Marie Mulvey-Roberts first introduced Hays’s connection with the Society in “Female Radicals in Bristol: The Three Marys and Mary Wollstonecraft’s ‘The Cave of Fancy,” in Exploring the Lives of Women, 1558-1837, ed. Louise Duckling, Sarah Read, Felicity Roberts, and Carolyn D. Williams (Barnsley, Yorkshire: Pen & Sword History, 2018), 60-61. Madge Dresser has also commented on the Society, although not in relation to Hays. Dresser notes that the men’s and women’s committees of the Prudent Man’s society eventually merged, and by 1820 fourteen of the 32 members were female. Morgan also served on the management committee of the Savings Bank, which by 1830 numbered five women amongst its 25 managers. See Dresser, “Bristol Women in the Long Eighteenth Century c. 1660,” in Women and the City: Bristol 1373-2000, ed. Madge Dresser (Bristol: University of the West of England, 2000), 83; see also William Tyson, The Bristol Memorialist (Bristol: William Tyson, 1823), 222. The best biographical account of Morgan is found in Michael Whitfield, “The Anonymous Miss Susanna Morgan.”
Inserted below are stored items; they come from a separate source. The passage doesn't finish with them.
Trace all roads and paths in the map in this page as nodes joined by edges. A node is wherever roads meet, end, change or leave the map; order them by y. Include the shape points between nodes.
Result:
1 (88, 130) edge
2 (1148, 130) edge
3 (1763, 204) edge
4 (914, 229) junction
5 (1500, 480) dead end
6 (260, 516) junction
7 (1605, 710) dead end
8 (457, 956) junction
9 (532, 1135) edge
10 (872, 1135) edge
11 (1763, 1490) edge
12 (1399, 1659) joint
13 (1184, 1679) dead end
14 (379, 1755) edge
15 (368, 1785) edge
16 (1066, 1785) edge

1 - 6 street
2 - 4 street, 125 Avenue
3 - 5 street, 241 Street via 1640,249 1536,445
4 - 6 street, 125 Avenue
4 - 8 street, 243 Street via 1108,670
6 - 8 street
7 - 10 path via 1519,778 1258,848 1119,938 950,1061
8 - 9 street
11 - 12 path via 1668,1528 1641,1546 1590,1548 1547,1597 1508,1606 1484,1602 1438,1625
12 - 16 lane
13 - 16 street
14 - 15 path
Copies of the First Report of the Prudent Man’s Friend Society (1813) and the State of the Prudent Man’s Society for the years 1814-16 can be found at the British Library, 8275.aa.(3.), joined by a copy of Morgan’s Hints and Rules . . . of the Prudent Man’s Society, 2nd ed. (Bristol: Printed by Mary Bryan, 51 Corn Street, and sold by Bartholomew Barry in High Street, 1813). Copies of the State of the Society for 1814-18 can be found at the Bristol Central Library, B9180, B9181, B18915, B18916.